What I think this all means is that where a Federal law sets out a process for deprivation of properly it must be due process and provide certain procedural rights such as fairness. Where, however, the act in question is not delegated but imposed directy by the Parliament itself there is no benefit of The Bill of Rights because of that pesky word “enacted” highlighted in bold above. The protections of the Charter get into the “enactment” of a statute and that is the difference. Hence the practical uselessness of The Bill of Rights as a tool against the legislated fiat such as in Anderson.

So when the Liberals say that placing property rights in the Constitution “would dismantle Canada’s social safety net” it might be fair to say that it would do so if there was some anticipatible consequence in a Court ruling supporting a previously unentrenched property right lurking there in The Bill of Rights. All The Bill of Rights can do is ensure the Federal Government must uphold property rights in its delegated processes. In other cases, the Federal Government and the provinces would need to agree to put property rights in the Charter at risk of unacceptable outcomes. But in that case, there is alway section 33 of the Charter and the notwithstanding clause. Right?

Day Forty-Five: One Small Break

No one really wishes ill on anyone specifically – do they? But you can bet there have been a few prayers of a general nature rising from the Liberal war-room with this bit of divine intervention news this morning:

The federal Tories are standing behind a B.C. candidate who has been charged with attempting to smuggle a car and booze across the U.S. border last year.

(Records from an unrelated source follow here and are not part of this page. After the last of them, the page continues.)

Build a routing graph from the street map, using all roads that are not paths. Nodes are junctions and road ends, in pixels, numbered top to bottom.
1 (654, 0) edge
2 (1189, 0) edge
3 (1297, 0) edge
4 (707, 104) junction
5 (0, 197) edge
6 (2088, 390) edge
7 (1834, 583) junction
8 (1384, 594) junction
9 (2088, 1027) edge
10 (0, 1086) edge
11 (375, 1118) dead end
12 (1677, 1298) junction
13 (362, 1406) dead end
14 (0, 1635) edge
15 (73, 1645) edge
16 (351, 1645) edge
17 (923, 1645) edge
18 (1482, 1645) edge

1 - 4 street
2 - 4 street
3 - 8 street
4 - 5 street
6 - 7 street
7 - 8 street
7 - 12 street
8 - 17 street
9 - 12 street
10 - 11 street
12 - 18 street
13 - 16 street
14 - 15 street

Derek Zeisman is running to replace retiring Conservative MP Jim Gouk in the riding of British Columbia Southern Interior. The party only found out about the six charges on Wednesday after being contacted by the media. Canada Customs and Revenue alleges Zeisman tried to smuggle a 1989 Mercedes Benz from the U.S. into Canada, as well as 112 bottles of liquor in July 2004. He’s also accused of lying to customs officers about the incident. If convicted, Zeisman could be fined by up to $50,000 and could face six months in jail.

Is this the same guy?

Derek Zeisman, BAHons/94, BJ/95, is a sessional instructor at Capilano College in British Columbia. Derek is also a trade commissioner with the International Trade Centre in Vancouver, where he also resides. He can be reached at zeisman.derek@ic.gc.ca.

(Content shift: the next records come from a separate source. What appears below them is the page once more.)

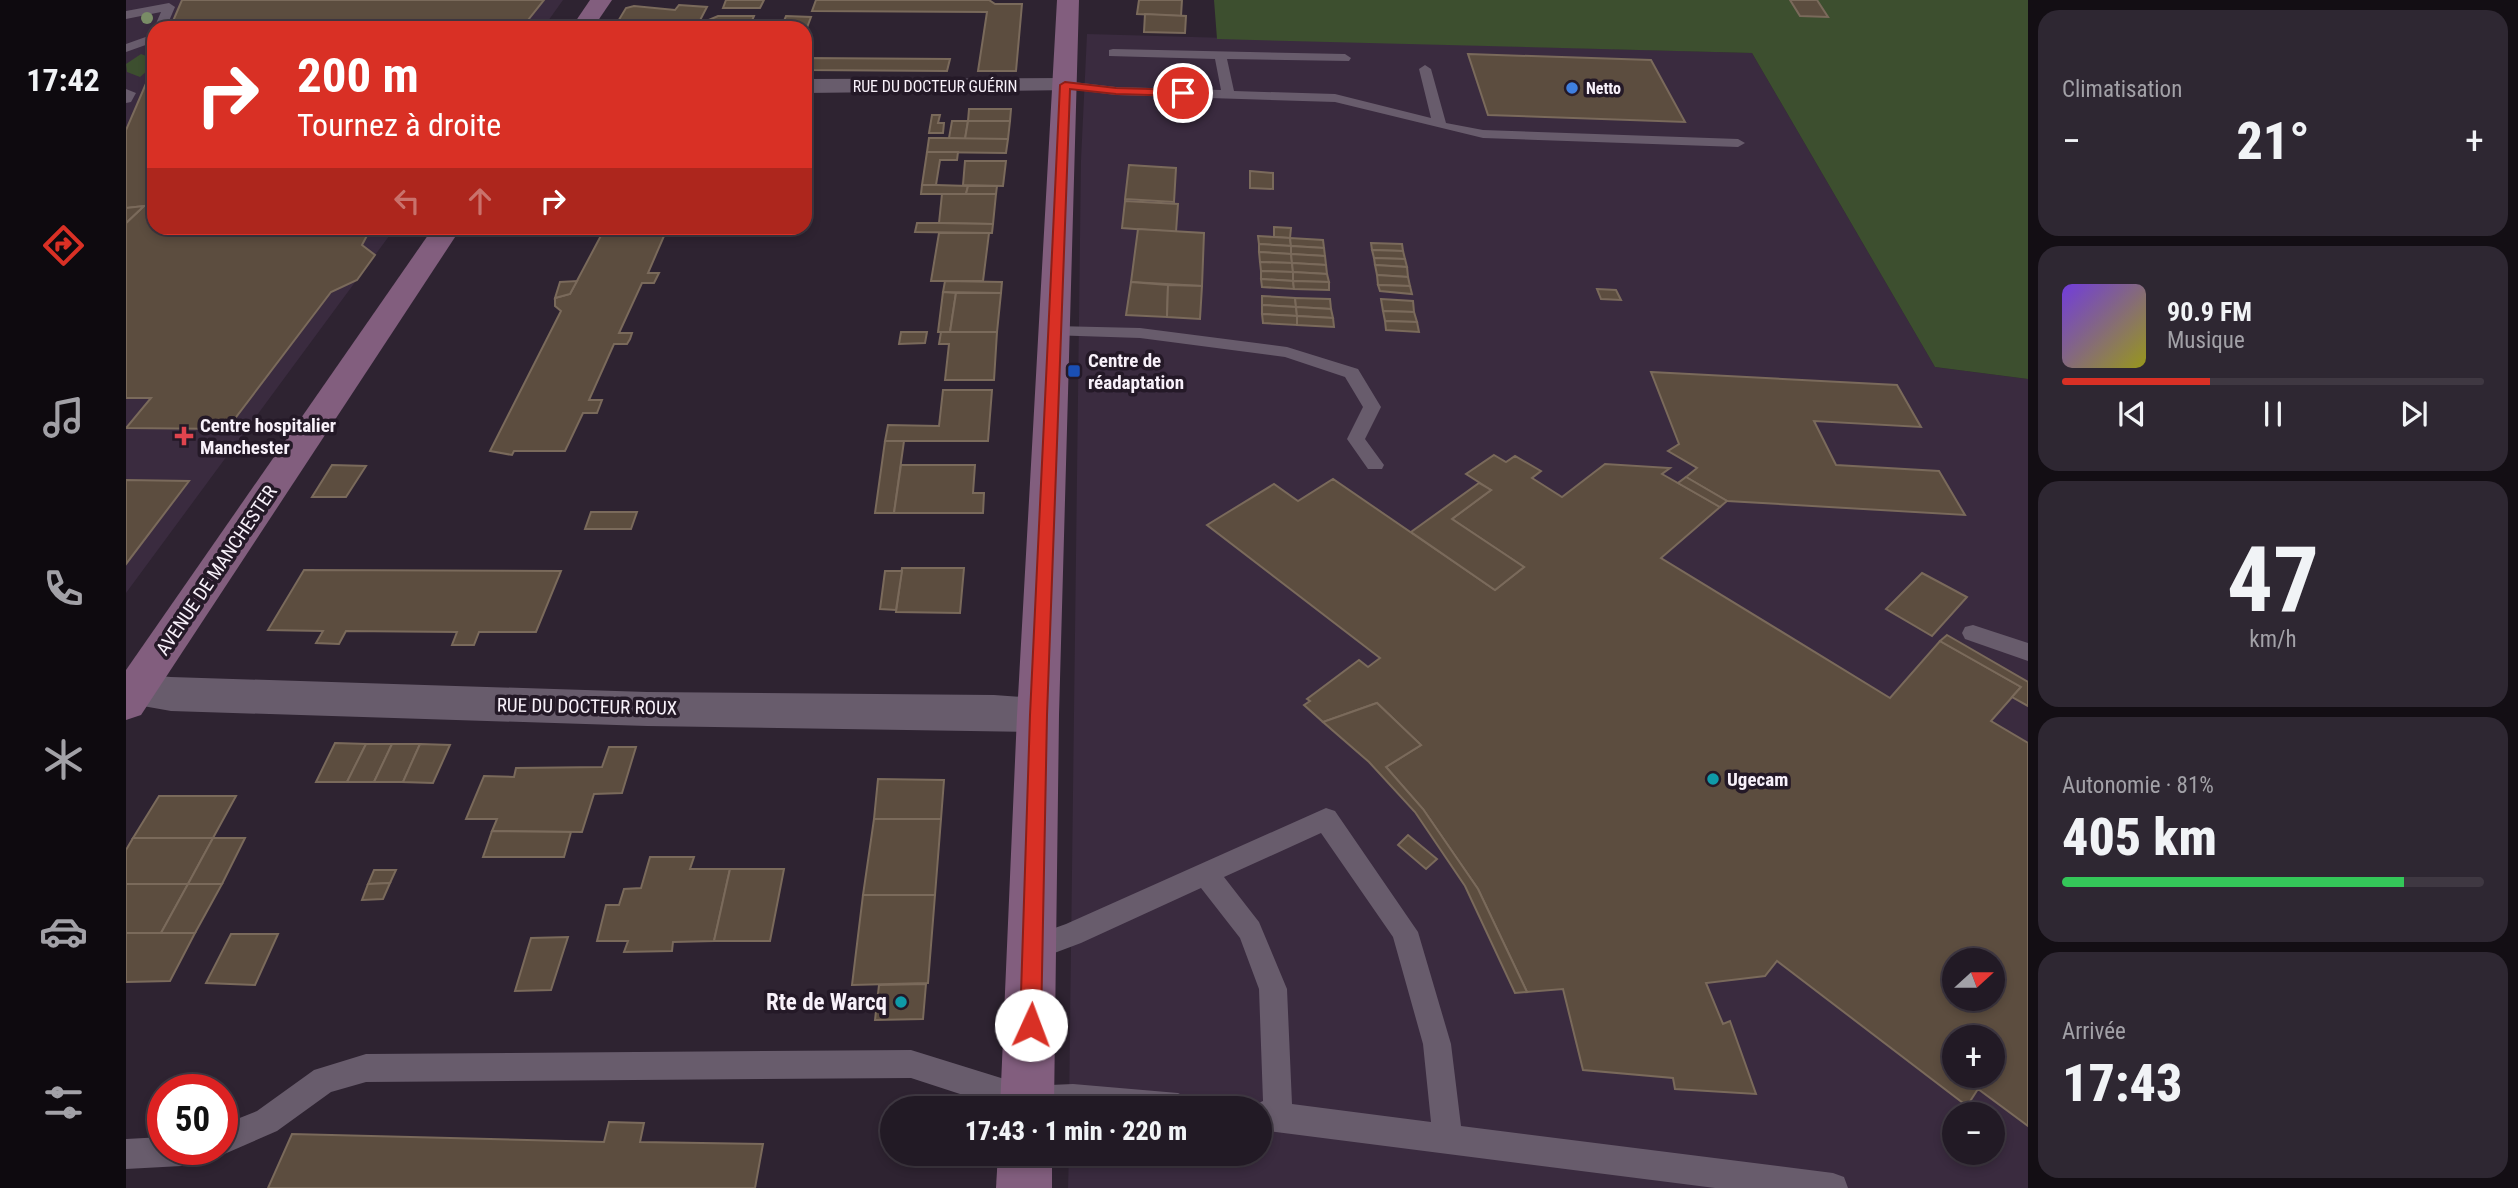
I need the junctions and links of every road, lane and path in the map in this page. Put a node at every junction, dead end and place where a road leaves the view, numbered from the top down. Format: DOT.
graph roads {
  1 [pos="601,0"];
  2 [pos="1068,0"];
  3 [pos="126,15"];
  4 [pos="163,21"];
  5 [pos="587,21"];
  6 [pos="147,40"];
  7 [pos="126,48"];
  8 [pos="1113,52"];
  9 [pos="1220,55"];
  10 [pos="1345,58"];
  11 [pos="1425,69"];
  12 [pos="1065,85"];
  13 [pos="812,86"];
  14 [pos="126,93"];
  15 [pos="1228,95"];
  16 [pos="126,99"];
  17 [pos="1440,126"];
  18 [pos="1738,144"];
  19 [pos="442,235"];
  20 [pos="1055,331"];
  21 [pos="1376,465"];
  22 [pos="1973,633"];
  23 [pos="2028,652"];
  24 [pos="131,696"];
  25 [pos="1038,715"];
  26 [pos="1205,873"];
  27 [pos="1033,948"];
  28 [pos="976,1096"];
  29 [pos="1028,1096"];
  30 [pos="1270,1096"];
  31 [pos="1272,1116"];
  32 [pos="238,1133"];
  33 [pos="1448,1139"];
  34 [pos="147,1153"];
  35 [pos="126,1154"];
  36 [pos="1025,1166"];
  37 [pos="1024,1188"];
  38 [pos="1833,1188"];
  1 -- 5 [label="main road"];
  2 -- 12 [label="main road"];
  3 -- 4 [label="lane"];
  6 -- 7 [label="lane"];
  8 -- 9 [label="lane"];
  9 -- 10 [label="lane"];
  9 -- 15 [label="lane"];
  11 -- 17 [label="lane"];
  12 -- 13 [label="street, RUE DU DOCTEUR GUÉRIN"];
  12 -- 15 [label="lane"];
  12 -- 20 [label="main road"];
  14 -- 16 [label="lane"];
  15 -- 17 [label="lane"];
  17 -- 18 [label="lane"];
  19 -- 24 [label="main road, AVENUE DE MANCHESTER"];
  20 -- 21 [label="lane"];
  20 -- 25 [label="main road"];
  22 -- 23 [label="lane"];
  24 -- 25 [label="street, RUE DU DOCTEUR ROUX"];
  25 -- 27 [label="main road"];
  26 -- 27 [label="lane"];
  26 -- 30 [label="lane"];
  26 -- 33 [label="lane"];
  27 -- 29 [label="main road"];
  28 -- 32 [label="lane"];
  31 -- 33 [label="lane"];
  33 -- 38 [label="lane"];
  34 -- 35 [label="lane"];
  36 -- 37 [label="main road"];
}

Yup. From the Tory’s candidate’s page:

Upon his return to Canada in 2002, Derek accepted a job as a trade commissioner at Industry Canada’s International Trade Centre in Vancouver, a position which allowed him to work closely with BC-based businesses by assisting them in exporting their goods and services around the world.

So while I am not exactly thinking that Stephen Harper counselled Mr. International Trade Wizard 2006 to bring the car over without declaring, he is up there in the all-party gallery of fools with our pal also known as the country’s dumbest blogger.

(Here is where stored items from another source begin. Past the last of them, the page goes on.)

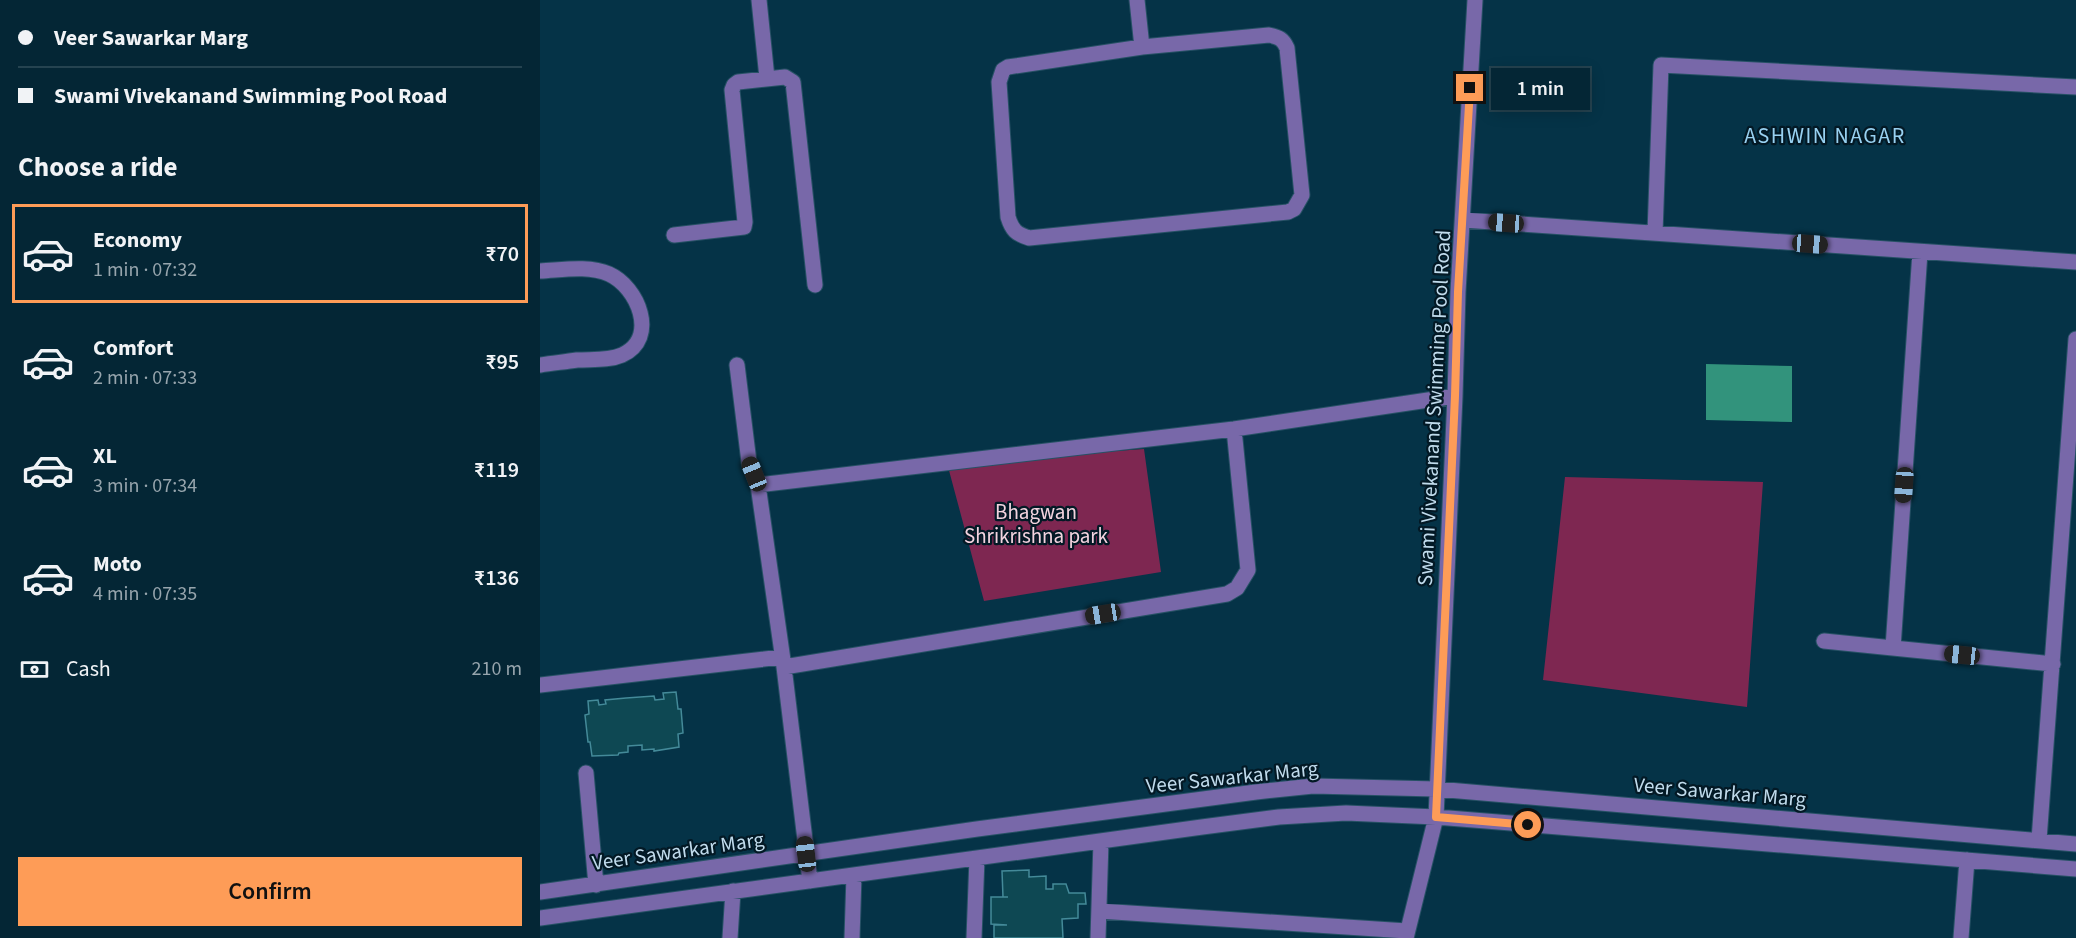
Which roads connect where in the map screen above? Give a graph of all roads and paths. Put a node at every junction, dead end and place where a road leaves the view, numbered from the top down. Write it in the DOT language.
graph roads {
  1 [pos="759,0"];
  2 [pos="1137,0"];
  3 [pos="1475,0"];
  4 [pos="1142,47"];
  5 [pos="766,78"];
  6 [pos="2076,87"];
  7 [pos="1463,220"];
  8 [pos="1655,233"];
  9 [pos="674,236"];
  10 [pos="1920,252"];
  11 [pos="2076,262"];
  12 [pos="540,271"];
  13 [pos="815,285"];
  14 [pos="2076,339"];
  15 [pos="540,365"];
  16 [pos="737,365"];
  17 [pos="1455,396"];
  18 [pos="1234,429"];
  19 [pos="758,485"];
  20 [pos="1824,641"];
  21 [pos="1893,648"];
  22 [pos="783,662"];
  23 [pos="2053,664"];
  24 [pos="540,686"];
  25 [pos="586,773"];
  26 [pos="1436,789"];
  27 [pos="1436,817"];
  28 [pos="2039,840"];
  29 [pos="1101,841"];
  30 [pos="2076,844"];
  31 [pos="806,854"];
  32 [pos="977,858"];
  33 [pos="1967,860"];
  34 [pos="2076,869"];
  35 [pos="854,875"];
  36 [pos="810,881"];
  37 [pos="597,885"];
  38 [pos="733,891"];
  39 [pos="540,892"];
  40 [pos="1099,911"];
  41 [pos="540,918"];
  42 [pos="1407,934"];
  43 [pos="730,938"];
  44 [pos="852,938"];
  45 [pos="974,938"];
  46 [pos="1098,938"];
  47 [pos="1961,938"];
  1 -- 5 [label="street"];
  2 -- 4 [label="street"];
  3 -- 7 [label="street, Swami Vivekanand Swimming Pool Road"];
  4 -- 4 [label="street"];
  5 -- 9 [label="street"];
  5 -- 13 [label="street"];
  6 -- 8 [label="street"];
  7 -- 8 [label="street"];
  7 -- 17 [label="street, Swami Vivekanand Swimming Pool Road"];
  8 -- 10 [label="street"];
  10 -- 11 [label="street"];
  10 -- 21 [label="street"];
  12 -- 15 [label="street"];
  14 -- 23 [label="street"];
  16 -- 19 [label="street"];
  17 -- 18 [label="street"];
  17 -- 26 [label="street, Swami Vivekanand Swimming Pool Road"];
  18 -- 19 [label="street"];
  18 -- 22 [label="street"];
  19 -- 22 [label="street"];
  20 -- 21 [label="street"];
  21 -- 23 [label="street"];
  22 -- 24 [label="street"];
  22 -- 31 [label="street"];
  23 -- 28 [label="street"];
  25 -- 37 [label="street"];
  26 -- 27 [label="street, Swami Vivekanand Swimming Pool Road"];
  26 -- 28 [label="street, Veer Sawarkar Marg"];
  26 -- 31 [label="street, Veer Sawarkar Marg"];
  27 -- 29 [label="street"];
  27 -- 33 [label="street"];
  27 -- 42 [label="street, Swami Vivekanand Swimming Pool Road"];
  28 -- 30 [label="street, Veer Sawarkar Marg"];
  29 -- 32 [label="street"];
  29 -- 40 [label="street"];
  31 -- 36 [label="street"];
  31 -- 37 [label="street, Veer Sawarkar Marg"];
  32 -- 35 [label="street"];
  32 -- 45 [label="street"];
  33 -- 34 [label="street"];
  33 -- 47 [label="street"];
  35 -- 36 [label="street"];
  35 -- 44 [label="street"];
  36 -- 38 [label="street"];
  37 -- 39 [label="street, Veer Sawarkar Marg"];
  38 -- 41 [label="street"];
  38 -- 43 [label="street"];
  40 -- 42 [label="street"];
  40 -- 46 [label="street"];
}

And just for full disclosure, all posts at A Good Beer Blog are based on full declaration to Canada’s fine customs officers.

Update: Harper did exactly the right thing. John Reynolds, however, clearly did not as Brooksy notes:

John Reynolds, the Tory campaign chairman, says the party intends to stand by Zeisman and the charges against him were only “administrative” in nature. “He will go to court, and he is still an innocent man until he goes through this process,” Reynolds told the Vancouver Province. “But even at that point, it’s not a criminal offence.”

I would have told Brooks directly but for his devotion to blogger software and its demands that I sell my soul to leave him a comment.

Maine: Export Ale, Shipyard, Portland

I got a little fancy the photo effects but this is one of my first favorite south of the border ales and the only US beer I ever saw listed anywhere as a “Canadian ale” but I am thinking this is very like Mendocino Eye of Hawk and Special London Ale from Youngs.

A rocky off-white head sits over orange-amber ale. Soft water and a lovely aroma of marmalade. Rich malty and a tad sweet, this is a very clean brew with a nice edge of twiggy hops cutting through. I swear I taste a salty tang which is not too odd given where Shipyard brews its beer. If you don’t like the ringwood yeast, you will find an odd note. I like the ringwood yeast.